Exercise requirements: What you return must match the listing below character for character, minus any pictures.

Provided data:
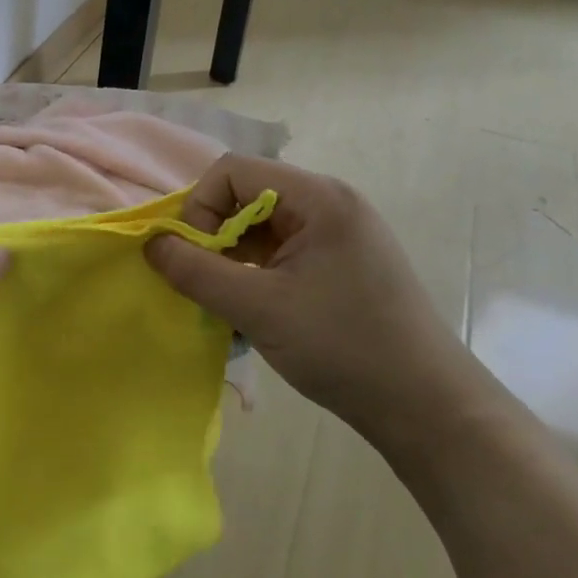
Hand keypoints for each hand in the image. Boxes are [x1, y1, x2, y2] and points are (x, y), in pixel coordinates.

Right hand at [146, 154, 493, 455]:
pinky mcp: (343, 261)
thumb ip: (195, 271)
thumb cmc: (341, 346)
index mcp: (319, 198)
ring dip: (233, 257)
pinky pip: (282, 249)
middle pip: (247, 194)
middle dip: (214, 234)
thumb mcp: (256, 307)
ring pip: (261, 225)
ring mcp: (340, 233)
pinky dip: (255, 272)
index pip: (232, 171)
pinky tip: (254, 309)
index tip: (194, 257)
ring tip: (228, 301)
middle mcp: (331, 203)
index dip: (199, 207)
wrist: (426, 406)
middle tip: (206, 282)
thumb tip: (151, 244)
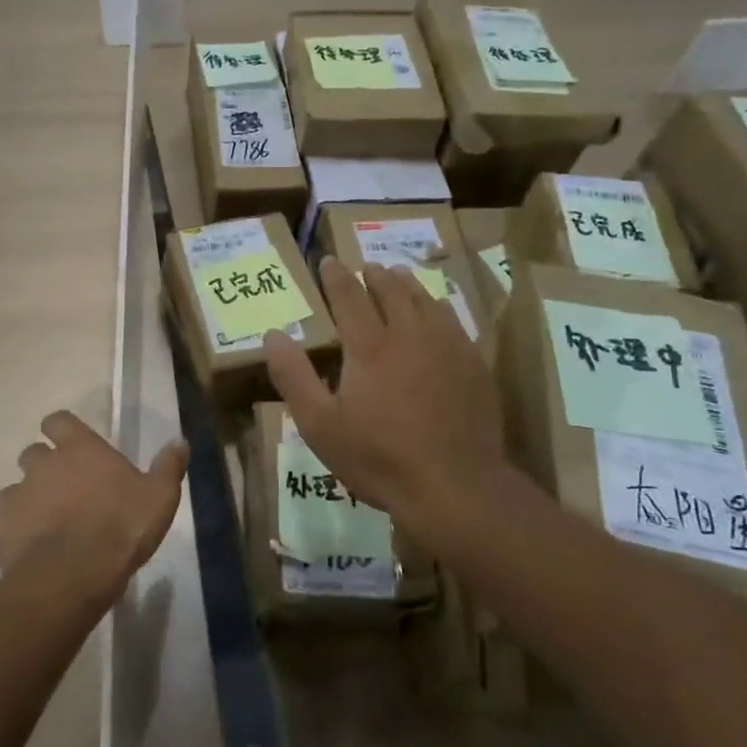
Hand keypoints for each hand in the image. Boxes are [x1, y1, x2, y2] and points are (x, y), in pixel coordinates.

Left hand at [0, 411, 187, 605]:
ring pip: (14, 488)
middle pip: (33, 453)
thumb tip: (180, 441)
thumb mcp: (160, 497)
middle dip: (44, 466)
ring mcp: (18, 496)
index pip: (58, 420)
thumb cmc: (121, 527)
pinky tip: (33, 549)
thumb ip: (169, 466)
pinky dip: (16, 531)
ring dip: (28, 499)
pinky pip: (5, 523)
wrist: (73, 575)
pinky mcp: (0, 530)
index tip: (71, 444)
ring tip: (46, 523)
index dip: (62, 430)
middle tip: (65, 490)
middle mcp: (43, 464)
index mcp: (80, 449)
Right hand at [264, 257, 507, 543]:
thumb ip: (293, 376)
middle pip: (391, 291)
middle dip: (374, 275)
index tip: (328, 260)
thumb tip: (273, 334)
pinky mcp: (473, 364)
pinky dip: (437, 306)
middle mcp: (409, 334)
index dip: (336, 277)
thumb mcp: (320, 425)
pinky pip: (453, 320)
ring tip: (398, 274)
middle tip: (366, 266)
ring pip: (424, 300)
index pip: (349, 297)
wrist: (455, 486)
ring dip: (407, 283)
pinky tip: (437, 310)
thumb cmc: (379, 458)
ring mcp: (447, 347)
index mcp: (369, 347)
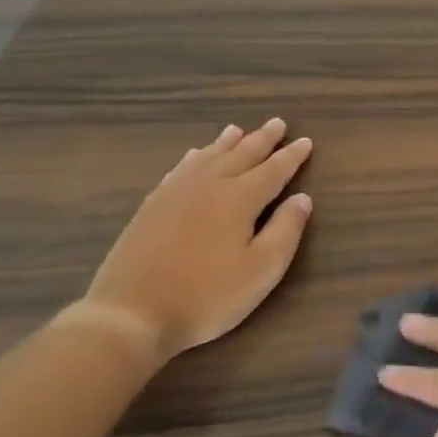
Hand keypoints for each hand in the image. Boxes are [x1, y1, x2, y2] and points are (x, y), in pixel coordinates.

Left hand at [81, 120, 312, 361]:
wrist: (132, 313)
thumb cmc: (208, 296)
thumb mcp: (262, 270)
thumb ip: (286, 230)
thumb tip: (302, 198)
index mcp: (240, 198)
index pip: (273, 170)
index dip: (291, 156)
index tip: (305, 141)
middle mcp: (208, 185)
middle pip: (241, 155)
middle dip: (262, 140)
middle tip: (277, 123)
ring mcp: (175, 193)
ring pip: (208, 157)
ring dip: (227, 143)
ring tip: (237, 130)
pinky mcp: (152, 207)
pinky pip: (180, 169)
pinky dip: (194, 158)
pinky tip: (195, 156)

Response to the exercise:
Hand keypoints for each hand in the image. Boxes are [x1, y1, x2, y2] and points are (x, y), in pixel coordinates.

Right hand at [146, 154, 493, 455]:
pinky mcp: (343, 261)
thumb ip: (195, 271)
thumb cmc: (341, 346)
index mcp: (319, 198)
ring dip: (233, 257)
pinky pip: (282, 249)
middle pip: (247, 194)
middle dip: (214, 234)
thumb mcp: (256, 307)
ring pip: (261, 225)
ring mcp: (340, 233)
pinky dip: (255, 272)
index pip: (232, 171)
pinky tip: (254, 309)
index tip: (194, 257)
ring tip: (228, 301)
middle mcp: (331, 203)
index dip: (199, 207)
wrist: (426, 406)
middle tip: (206, 282)
thumb tip: (151, 244)
Hand keypoints for each hand in the image. Boxes are [x1, y1, x2, y2] and points are (x, y), in pixel coordinates.

Left hand at [0, 411, 187, 605]:
ring pip: (14, 488)
middle pip: (33, 453)
thumb tip: (180, 441)
thumb mcp: (160, 497)
middle dip: (44, 466)
ring mcp: (18, 496)
index pip: (58, 420)
thumb cmc: (121, 527)
pinky tip: (33, 549)
thumb ip: (169, 466)
pinky dip: (16, 531)
ring dip: (28, 499)
pinky pip: (5, 523)
wrist: (73, 575)
pinky mcp: (0, 530)
index tip: (71, 444)
ring tip: (46, 523)
index dip: (62, 430)
middle tip: (65, 490)
middle mcp: (43, 464)
index mcp: (80, 449)
Right hand at [264, 257, 507, 543]:
thumb ip: (293, 376)
middle pip: (391, 291)
middle dip: (374, 275)
index tip: (328, 260)
thumb tip: (273, 334)
pinky mcp: (473, 364)
pinky dip: (437, 306)
middle mcp: (409, 334)
index dip: (336, 277)
thumb mcp: (320, 425)
pinky pip: (453, 320)
ring tip: (398, 274)
middle tip: (366, 266)
ring pip: (424, 300)
index pip: (349, 297)
wrist: (455, 486)
ring dip: (407, 283)
pinky tip: (437, 310)
thumb cmc: (379, 458)
ring mcp: (447, 347)
index mcp: (369, 347)
Hand keypoints for each hand in the image. Boxes are [x1, y1, x2, y2] and points are (x, y), in pixel coordinates.

Left hand at [81, 120, 312, 361]:
wrist: (132, 313)
thumb cmc: (208, 296)
thumb mcp: (262, 270)
thumb ip: (286, 230)
thumb tip: (302, 198)
index mcp: (240, 198)
index pip: (273, 170)
index dip: (291, 156)
index tip: (305, 141)
middle mcp: (208, 185)
middle pip: (241, 155)
middle dip: (262, 140)
middle tip: (277, 123)
ring mcp: (175, 193)
ring pip: (208, 157)
ring dip: (227, 143)
ring tip: (237, 130)
pinky mcp: (152, 207)
pinky pip: (180, 169)
pinky dip: (194, 158)
pinky tip: (195, 156)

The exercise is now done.